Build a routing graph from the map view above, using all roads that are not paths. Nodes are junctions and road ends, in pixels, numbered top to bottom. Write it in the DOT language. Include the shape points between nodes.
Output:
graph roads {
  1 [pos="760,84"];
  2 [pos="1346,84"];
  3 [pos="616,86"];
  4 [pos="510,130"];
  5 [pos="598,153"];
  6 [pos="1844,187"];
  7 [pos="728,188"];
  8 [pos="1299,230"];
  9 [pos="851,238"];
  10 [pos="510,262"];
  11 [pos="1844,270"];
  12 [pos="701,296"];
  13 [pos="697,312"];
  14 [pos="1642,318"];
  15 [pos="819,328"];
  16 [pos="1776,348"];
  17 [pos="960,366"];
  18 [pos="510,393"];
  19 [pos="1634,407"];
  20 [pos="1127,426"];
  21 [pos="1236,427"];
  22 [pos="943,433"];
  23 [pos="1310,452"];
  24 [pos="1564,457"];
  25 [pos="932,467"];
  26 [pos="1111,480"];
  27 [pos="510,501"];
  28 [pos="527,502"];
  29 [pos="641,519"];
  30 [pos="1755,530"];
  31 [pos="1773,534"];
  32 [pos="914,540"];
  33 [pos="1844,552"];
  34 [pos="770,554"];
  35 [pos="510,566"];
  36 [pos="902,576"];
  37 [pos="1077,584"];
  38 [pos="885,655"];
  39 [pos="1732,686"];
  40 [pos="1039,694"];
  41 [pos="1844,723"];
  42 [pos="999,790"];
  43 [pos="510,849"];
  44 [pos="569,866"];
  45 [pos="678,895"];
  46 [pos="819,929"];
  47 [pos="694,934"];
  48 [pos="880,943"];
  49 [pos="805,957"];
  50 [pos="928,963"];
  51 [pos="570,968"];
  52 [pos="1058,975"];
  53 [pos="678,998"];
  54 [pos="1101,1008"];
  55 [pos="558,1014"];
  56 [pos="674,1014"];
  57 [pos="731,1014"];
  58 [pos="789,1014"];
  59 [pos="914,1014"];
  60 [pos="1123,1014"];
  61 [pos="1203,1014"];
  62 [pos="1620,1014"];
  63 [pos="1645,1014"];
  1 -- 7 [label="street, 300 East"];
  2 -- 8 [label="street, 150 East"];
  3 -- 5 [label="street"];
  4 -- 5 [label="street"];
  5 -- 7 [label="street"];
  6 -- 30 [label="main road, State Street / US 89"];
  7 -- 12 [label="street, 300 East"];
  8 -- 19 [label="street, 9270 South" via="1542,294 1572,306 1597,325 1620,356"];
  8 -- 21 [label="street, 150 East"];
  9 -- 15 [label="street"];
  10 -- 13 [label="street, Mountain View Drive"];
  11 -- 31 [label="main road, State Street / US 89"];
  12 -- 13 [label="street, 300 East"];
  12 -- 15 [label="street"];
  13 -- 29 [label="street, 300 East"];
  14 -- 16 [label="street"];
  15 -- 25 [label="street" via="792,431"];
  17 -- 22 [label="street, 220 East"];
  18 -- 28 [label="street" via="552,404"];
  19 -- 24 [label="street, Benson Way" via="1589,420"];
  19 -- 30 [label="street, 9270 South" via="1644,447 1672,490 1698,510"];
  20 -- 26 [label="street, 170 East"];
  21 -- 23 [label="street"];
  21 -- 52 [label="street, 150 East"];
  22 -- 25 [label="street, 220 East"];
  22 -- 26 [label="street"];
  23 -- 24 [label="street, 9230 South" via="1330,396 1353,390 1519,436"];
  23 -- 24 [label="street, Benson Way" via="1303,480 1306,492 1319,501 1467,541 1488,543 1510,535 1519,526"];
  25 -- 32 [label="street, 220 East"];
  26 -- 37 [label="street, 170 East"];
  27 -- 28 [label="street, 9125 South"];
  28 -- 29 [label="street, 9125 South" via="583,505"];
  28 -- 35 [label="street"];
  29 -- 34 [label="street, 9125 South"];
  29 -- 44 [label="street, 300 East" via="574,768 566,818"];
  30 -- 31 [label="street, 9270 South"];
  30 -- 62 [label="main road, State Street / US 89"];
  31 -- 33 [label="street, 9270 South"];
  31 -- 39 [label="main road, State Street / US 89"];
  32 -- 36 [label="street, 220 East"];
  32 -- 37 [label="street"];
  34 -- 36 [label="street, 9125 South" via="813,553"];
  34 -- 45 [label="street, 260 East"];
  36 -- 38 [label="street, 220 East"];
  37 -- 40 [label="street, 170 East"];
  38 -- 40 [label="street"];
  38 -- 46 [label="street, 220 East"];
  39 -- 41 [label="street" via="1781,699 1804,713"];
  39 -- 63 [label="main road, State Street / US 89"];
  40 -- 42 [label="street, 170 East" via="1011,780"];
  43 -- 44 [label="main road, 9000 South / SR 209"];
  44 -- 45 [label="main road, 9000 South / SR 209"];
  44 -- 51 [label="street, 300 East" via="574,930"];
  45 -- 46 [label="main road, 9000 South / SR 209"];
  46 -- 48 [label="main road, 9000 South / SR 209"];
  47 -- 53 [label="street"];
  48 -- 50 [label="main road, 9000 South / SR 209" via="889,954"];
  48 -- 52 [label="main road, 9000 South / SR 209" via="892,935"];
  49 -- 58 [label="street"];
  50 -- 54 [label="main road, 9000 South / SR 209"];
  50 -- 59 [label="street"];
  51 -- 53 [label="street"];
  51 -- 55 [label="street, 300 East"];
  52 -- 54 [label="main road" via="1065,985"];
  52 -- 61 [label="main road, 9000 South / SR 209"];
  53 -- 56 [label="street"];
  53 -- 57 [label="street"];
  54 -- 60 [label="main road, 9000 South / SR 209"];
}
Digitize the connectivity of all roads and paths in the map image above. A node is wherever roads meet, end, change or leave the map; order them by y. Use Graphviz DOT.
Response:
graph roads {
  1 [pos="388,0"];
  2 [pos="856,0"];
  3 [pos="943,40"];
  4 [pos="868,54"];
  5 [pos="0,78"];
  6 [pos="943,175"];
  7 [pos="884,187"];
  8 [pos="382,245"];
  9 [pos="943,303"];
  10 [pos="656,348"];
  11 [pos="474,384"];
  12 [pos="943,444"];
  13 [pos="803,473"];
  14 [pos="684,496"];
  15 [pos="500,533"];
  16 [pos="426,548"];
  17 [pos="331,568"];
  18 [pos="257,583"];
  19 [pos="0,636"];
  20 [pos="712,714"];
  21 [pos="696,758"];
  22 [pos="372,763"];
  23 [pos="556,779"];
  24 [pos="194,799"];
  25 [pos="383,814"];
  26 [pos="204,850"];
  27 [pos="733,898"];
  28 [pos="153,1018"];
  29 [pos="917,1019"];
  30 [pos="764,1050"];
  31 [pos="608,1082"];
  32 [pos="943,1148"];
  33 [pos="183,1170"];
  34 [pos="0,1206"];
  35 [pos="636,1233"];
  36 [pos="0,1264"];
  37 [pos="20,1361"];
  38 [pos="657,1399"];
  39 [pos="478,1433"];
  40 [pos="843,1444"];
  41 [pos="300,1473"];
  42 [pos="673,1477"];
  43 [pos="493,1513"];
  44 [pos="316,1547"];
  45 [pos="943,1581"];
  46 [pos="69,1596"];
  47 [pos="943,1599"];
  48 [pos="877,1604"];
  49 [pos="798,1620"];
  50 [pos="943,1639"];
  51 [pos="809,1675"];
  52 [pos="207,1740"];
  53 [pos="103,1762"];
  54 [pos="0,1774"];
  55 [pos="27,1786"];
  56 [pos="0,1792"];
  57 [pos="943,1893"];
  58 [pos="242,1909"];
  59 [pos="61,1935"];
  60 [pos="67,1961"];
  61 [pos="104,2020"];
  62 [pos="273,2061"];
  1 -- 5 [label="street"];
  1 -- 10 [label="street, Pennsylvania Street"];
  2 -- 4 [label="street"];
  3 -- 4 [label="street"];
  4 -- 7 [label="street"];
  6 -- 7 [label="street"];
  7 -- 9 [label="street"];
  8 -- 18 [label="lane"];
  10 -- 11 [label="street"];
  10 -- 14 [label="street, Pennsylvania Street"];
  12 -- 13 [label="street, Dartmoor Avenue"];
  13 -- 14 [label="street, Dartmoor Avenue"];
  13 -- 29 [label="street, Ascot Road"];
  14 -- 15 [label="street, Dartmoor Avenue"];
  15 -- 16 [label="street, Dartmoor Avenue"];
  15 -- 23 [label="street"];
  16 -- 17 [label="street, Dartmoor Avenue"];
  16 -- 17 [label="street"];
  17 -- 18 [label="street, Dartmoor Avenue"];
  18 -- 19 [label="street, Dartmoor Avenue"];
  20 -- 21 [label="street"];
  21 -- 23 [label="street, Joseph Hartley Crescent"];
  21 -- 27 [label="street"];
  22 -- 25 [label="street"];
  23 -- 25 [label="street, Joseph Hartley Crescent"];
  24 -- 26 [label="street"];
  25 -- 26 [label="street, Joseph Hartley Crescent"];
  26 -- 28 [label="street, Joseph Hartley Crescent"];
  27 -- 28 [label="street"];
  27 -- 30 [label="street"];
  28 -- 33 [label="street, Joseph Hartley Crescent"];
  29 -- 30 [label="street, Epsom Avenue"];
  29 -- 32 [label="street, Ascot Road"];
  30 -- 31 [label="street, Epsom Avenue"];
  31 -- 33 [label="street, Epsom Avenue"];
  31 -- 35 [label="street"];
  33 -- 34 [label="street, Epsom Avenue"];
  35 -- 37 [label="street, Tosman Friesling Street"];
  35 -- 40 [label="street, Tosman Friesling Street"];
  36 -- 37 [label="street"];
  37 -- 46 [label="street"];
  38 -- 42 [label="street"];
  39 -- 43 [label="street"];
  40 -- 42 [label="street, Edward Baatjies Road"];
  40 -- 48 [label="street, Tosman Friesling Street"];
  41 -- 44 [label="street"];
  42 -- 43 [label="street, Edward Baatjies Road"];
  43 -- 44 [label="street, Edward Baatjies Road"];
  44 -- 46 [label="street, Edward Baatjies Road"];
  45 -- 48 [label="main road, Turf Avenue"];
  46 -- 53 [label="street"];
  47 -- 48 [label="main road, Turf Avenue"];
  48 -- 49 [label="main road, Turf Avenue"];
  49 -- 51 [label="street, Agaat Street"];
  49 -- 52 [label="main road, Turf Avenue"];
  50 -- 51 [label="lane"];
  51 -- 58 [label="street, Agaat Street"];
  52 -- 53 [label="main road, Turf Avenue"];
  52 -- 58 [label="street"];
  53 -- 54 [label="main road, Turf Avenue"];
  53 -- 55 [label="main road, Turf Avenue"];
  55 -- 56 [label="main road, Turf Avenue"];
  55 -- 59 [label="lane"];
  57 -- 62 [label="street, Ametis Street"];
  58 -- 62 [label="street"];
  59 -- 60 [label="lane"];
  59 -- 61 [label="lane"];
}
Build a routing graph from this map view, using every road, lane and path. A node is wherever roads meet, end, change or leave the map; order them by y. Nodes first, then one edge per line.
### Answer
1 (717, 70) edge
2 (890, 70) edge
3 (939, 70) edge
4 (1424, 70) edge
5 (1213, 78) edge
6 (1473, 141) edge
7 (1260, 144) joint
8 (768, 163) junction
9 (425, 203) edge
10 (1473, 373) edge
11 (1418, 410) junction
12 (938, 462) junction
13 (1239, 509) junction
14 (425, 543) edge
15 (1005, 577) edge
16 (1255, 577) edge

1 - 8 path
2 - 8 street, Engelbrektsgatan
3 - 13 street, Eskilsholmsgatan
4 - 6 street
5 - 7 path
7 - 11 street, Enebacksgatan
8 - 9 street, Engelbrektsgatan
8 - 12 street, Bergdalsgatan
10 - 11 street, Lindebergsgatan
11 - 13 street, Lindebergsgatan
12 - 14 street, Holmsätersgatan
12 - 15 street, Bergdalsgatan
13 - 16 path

------------

**What is required**
Which lines in the data hold the string "Turf"? Copy each of them.

**Solution for this exercise**
  45 -- 48 [label="main road, Turf Avenue"];
  47 -- 48 [label="main road, Turf Avenue"];
  48 -- 49 [label="main road, Turf Avenue"];
  49 -- 52 [label="main road, Turf Avenue"];
  52 -- 53 [label="main road, Turf Avenue"];
  53 -- 54 [label="main road, Turf Avenue"];
  53 -- 55 [label="main road, Turf Avenue"];
  55 -- 56 [label="main road, Turf Avenue"];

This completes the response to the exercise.